▶ Required work:
From the entries underneath, give the number of lines holding the word "where", without any other words.

(Records from a dataset)
____________

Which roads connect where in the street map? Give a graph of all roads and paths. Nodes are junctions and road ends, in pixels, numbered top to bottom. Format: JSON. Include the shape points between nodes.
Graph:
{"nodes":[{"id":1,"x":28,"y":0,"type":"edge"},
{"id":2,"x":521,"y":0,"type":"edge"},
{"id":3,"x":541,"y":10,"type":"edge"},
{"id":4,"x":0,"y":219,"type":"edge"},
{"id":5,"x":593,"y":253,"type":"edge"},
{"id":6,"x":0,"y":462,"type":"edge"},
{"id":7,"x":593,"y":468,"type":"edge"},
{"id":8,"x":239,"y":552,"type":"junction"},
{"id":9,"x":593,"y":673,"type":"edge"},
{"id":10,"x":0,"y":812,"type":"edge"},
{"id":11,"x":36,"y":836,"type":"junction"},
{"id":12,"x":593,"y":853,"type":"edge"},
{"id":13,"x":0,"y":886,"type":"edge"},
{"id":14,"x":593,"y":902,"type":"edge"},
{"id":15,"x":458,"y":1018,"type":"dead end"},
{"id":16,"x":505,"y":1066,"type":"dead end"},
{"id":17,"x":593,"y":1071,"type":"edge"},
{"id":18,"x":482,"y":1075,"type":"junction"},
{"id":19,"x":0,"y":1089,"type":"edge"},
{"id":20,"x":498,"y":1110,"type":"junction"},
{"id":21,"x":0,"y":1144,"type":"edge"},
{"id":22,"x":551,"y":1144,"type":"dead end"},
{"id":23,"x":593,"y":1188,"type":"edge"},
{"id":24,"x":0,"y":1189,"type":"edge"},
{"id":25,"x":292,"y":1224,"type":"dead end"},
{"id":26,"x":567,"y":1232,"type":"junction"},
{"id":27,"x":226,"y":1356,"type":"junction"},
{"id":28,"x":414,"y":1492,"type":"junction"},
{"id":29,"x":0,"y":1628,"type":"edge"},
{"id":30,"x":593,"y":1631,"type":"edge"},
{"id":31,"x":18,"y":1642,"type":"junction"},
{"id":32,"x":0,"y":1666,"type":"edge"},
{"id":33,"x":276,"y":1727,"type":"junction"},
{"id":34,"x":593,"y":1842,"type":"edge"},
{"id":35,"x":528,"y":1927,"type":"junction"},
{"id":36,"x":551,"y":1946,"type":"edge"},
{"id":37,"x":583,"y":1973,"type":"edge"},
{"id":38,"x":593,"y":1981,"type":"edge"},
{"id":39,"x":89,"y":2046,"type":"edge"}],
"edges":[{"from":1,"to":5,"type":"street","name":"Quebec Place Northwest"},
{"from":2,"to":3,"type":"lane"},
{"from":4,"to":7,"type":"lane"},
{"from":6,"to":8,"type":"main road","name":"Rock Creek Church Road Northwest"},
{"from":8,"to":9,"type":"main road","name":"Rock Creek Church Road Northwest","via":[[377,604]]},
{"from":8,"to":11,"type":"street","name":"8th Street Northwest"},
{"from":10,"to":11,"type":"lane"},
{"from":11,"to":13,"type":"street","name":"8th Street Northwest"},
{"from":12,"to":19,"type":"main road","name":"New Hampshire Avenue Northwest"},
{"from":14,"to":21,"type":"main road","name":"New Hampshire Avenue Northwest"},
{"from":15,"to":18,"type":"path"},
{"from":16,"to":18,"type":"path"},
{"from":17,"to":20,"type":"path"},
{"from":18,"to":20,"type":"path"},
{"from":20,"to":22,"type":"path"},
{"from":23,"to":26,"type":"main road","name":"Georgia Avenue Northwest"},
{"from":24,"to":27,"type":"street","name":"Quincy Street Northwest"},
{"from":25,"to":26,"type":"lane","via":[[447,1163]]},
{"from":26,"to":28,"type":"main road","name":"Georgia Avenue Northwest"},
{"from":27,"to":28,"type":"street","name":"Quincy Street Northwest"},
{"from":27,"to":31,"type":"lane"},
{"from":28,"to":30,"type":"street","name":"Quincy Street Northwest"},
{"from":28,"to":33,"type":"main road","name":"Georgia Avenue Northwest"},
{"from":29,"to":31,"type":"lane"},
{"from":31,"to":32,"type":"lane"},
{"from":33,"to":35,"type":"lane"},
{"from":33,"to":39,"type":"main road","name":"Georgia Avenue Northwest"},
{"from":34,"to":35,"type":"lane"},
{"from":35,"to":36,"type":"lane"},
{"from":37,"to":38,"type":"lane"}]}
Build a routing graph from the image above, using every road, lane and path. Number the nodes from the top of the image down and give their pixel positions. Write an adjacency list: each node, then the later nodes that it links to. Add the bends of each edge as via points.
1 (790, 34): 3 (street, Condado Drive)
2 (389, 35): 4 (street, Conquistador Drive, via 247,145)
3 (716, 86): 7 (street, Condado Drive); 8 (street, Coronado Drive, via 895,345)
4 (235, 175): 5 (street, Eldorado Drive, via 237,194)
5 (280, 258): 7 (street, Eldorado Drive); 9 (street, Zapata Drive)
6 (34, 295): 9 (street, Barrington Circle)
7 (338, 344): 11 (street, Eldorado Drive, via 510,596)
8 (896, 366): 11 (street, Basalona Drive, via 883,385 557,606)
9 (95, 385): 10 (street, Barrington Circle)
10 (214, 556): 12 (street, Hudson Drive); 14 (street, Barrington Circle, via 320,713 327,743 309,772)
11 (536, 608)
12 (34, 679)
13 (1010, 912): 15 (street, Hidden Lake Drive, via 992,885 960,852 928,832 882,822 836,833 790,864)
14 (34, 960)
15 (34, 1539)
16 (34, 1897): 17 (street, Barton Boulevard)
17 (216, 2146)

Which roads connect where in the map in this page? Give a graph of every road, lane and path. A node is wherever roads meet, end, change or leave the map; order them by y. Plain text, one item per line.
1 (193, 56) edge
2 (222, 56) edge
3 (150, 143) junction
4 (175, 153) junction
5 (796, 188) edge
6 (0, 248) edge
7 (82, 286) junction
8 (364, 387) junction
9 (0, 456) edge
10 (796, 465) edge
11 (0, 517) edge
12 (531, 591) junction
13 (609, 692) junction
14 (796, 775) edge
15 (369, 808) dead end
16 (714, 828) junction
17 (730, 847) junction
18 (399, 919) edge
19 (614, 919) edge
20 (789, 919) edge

____________

▶ Exercise answer:
2